The primary card $119 annual fee could also be seen as a good thing as we have seen many premium cards including some direct competitors bump up those primary card fees as high as $150 annually.
There are just a few things that are not so good about this card. The first is the earn rate, while 1.5% on the majority of purchases is equal to many competitors, the latter tend to have category spend accelerators (ie grocery, dining, recurring bills etc.) where you can really rack up to points and miles. This card's only accelerator, the 2% back is only good for WestJet purchases whereas other cards will award a similar amount or more on WestJet and other travel purchases including hotels, car rentals and so on. Take the HSBC World Elite® Mastercard® for example, it earns 1.5% back on all non-travel purchases just like the WestJet card however if you make a WestJet or any other travel purchase on the HSBC card you'll actually get 3% back compared to the 2% on the WestJet card. On top of that with the HSBC (and many other cards) you are not limited to only redeeming with WestJet, you can redeem for a purchase with any travel provider. So that's something to take into consideration.
The second issue we have with the card is more so with the WestJet Rewards program and not the card itself but being a co-brand card these go hand in hand! This is an inherent issue with all co-brand cards as you are limited by the attached reward program. And with WestJet Rewards you are limited in the redemption options in terms of where and whom you can fly with. With the WestJet dollars you earn you are limited to only redeeming for WestJet flights or WestJet code-share flights on partner airlines. This limits the number of destinations you can get to using WestJet dollars (or portion thereof) and there is no outsized value in redeeming what you have earned like you can find with traditional frequent flyer programs (such as first class on Lufthansa).
Should you get this card? As is always the case it depends on your travel habits! If you travel on WestJet then in most cases the card will make sense but not always. If you are a solo traveller who rarely checks bags and who only flies WestJet once or twice per year you are better off getting a credit card that offers a higher return like the aforementioned HSBC Mastercard as you'll get a better return on your purchases that you can still redeem on WestJet flights. Being a solo traveller you won't make use of the companion voucher so you are better off with that higher earn elsewhere. However if you travel at least once a year with two or more people or as a single traveller frequently with checked baggage on WestJet then the card is a no-brainer as you can make use of the companion voucher and the first checked bag free benefits to save you a ton of cash. On the flip side if you travel to places that WestJet doesn't serve or their partners don't serve the card doesn't make much sense. With all that being said, at a minimum if you know you are going to fly WestJet at least once, and this goes for even that solo traveller as well you may want to get the card just to save on that one flight. How? Why? Well for the $119 annual fee you can get up to 450 WestJet dollars with the welcome bonus. This means you can save $311 on that one WestJet flight and then cancel the card. Don't tell them that we told you to do this though! ;-)

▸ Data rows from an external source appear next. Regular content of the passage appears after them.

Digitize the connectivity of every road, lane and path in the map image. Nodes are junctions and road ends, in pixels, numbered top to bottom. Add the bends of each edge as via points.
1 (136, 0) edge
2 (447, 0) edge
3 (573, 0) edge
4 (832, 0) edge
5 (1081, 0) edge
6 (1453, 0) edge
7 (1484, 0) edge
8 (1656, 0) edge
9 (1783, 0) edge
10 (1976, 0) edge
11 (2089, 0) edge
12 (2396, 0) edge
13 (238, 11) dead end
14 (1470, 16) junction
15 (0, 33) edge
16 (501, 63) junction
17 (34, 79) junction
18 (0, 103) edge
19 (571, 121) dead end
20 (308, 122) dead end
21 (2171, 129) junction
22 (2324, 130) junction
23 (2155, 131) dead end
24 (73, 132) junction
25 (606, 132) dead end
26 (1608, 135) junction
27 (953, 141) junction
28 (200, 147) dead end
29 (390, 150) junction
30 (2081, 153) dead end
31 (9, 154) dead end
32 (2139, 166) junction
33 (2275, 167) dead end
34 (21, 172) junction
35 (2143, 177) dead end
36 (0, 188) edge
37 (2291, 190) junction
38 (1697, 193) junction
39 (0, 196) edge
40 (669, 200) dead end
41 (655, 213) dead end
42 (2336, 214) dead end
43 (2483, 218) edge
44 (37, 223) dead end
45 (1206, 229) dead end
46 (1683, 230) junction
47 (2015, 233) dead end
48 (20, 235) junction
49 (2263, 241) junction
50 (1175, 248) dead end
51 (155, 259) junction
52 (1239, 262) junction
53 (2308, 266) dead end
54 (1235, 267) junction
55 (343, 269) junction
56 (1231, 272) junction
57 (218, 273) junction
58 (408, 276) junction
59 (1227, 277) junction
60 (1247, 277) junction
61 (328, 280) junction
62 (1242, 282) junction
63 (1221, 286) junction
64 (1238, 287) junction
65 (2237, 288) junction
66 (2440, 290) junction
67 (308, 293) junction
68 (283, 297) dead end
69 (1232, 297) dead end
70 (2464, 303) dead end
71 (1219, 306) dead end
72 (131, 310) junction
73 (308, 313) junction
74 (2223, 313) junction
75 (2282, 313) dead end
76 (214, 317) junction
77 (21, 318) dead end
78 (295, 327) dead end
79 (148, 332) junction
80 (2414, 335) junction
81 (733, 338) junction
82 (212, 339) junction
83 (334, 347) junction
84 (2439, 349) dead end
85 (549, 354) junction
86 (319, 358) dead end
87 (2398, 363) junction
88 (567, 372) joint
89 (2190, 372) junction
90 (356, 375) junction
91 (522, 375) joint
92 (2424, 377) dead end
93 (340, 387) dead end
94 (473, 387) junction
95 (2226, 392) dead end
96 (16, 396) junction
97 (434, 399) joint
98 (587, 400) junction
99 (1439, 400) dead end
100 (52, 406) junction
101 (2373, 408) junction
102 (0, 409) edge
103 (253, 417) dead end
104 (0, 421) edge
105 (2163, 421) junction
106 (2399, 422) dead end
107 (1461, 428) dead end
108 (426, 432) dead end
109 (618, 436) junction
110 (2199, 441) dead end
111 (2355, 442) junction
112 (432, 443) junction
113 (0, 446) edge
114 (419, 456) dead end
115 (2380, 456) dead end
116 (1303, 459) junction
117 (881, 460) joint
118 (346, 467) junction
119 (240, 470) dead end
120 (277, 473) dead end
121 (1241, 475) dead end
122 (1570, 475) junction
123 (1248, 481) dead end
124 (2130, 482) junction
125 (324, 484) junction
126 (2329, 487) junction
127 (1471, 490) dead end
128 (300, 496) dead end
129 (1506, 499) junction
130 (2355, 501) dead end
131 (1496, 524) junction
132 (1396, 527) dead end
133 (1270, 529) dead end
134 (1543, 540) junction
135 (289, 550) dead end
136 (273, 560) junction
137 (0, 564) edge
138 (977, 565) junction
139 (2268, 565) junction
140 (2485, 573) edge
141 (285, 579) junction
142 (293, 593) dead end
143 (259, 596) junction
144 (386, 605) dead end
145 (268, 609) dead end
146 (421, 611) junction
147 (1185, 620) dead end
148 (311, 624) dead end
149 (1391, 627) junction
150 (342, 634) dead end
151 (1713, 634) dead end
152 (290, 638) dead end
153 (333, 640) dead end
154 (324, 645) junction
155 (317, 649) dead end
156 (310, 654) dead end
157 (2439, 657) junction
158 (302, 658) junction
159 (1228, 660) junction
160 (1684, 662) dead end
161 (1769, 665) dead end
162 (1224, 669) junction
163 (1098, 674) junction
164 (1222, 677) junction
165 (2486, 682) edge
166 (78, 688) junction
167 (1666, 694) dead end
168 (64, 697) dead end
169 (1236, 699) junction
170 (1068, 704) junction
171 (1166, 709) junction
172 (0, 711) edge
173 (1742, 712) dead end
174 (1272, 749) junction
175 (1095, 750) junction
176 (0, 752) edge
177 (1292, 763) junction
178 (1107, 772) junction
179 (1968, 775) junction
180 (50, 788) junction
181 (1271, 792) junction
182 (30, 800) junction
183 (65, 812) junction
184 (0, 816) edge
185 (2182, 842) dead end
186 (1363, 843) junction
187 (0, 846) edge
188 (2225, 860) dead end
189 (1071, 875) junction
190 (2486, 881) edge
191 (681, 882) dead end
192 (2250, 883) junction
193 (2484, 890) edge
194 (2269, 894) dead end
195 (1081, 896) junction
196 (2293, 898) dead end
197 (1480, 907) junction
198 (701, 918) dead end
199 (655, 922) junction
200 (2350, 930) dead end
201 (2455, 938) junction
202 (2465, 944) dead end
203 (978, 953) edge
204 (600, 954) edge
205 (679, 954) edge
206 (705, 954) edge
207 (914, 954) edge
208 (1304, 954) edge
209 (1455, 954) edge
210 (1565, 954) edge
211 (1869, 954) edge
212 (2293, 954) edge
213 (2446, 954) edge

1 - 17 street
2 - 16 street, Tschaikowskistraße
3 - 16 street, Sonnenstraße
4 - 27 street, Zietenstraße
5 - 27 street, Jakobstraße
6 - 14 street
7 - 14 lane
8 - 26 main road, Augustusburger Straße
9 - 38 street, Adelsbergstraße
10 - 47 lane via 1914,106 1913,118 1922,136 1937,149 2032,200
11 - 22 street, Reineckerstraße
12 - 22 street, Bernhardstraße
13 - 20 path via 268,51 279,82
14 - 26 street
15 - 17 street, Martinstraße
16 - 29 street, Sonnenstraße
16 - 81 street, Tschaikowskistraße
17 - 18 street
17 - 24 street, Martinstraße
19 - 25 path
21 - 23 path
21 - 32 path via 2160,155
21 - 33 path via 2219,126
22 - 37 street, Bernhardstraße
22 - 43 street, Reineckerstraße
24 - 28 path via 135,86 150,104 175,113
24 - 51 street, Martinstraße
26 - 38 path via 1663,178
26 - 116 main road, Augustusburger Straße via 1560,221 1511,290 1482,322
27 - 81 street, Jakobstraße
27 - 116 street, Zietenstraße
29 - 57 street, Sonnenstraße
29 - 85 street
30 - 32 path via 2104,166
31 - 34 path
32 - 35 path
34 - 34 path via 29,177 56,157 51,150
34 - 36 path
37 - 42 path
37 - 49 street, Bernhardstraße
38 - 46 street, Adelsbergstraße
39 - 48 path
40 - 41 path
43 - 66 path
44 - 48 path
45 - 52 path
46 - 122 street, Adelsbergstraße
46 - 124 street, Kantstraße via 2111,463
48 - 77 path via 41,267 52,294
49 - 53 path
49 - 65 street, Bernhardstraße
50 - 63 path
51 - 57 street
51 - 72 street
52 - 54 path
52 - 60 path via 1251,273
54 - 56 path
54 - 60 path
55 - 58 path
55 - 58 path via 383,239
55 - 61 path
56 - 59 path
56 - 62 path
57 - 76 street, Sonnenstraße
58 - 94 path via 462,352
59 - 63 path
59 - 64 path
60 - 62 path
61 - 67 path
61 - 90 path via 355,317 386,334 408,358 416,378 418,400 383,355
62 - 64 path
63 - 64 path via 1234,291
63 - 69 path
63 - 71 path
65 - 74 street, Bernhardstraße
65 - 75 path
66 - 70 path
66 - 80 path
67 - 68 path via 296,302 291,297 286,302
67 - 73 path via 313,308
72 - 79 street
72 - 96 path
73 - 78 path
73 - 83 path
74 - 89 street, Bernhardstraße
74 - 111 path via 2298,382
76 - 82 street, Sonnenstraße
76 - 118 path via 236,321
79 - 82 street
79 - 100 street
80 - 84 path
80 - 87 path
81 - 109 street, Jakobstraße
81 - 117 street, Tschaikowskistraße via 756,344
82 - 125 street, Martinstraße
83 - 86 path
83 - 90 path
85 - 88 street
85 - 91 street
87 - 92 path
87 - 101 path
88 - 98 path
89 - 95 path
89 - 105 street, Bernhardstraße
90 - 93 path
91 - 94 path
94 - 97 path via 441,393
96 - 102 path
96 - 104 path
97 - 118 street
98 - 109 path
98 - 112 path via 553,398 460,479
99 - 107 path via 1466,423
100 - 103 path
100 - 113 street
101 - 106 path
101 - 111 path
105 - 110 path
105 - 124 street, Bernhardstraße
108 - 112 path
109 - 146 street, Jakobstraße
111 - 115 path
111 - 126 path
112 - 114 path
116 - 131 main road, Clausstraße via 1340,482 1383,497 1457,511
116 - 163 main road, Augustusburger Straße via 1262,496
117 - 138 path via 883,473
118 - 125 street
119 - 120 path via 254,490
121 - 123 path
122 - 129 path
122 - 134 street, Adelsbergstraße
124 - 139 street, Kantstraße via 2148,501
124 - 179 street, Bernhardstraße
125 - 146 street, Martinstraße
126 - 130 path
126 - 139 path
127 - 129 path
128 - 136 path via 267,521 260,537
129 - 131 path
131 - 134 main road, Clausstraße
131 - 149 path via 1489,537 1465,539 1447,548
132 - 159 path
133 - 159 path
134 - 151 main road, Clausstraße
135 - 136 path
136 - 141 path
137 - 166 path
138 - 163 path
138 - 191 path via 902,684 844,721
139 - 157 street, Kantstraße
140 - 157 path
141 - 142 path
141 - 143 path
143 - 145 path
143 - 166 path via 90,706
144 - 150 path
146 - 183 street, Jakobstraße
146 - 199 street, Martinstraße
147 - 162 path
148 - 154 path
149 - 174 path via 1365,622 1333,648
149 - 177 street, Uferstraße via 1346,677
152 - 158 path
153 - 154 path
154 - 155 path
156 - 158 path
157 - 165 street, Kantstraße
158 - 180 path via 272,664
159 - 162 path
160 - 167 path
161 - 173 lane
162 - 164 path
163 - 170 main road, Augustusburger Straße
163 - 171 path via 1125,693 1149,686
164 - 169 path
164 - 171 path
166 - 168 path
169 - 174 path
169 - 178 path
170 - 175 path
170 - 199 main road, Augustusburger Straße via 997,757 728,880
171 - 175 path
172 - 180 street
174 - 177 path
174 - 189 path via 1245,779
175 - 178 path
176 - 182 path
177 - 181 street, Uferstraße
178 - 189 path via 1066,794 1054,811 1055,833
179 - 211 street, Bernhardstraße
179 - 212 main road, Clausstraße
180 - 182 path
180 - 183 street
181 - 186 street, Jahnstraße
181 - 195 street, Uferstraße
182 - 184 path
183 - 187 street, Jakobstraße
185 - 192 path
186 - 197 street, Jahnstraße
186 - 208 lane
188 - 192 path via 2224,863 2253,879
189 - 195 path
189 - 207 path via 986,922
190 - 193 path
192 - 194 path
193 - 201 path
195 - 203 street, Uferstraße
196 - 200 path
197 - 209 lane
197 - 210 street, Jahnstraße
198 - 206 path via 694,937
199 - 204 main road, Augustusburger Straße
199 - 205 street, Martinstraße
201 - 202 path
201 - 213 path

Overall this card makes great sense for a lot of Canadians who foresee themselves travelling on WestJet with a companion at least once per year or a few times per year individually. The benefits the card comes with are really second to none as no other card has a companion voucher offer like this (Can't compare the Alaska card as they serve so few cities in Canada) and very few have a checked bag benefit. When you get this card it isn't so much the WestJet dollars you earn on your everyday spending even though they will add up, it is about those two huge benefits it comes with.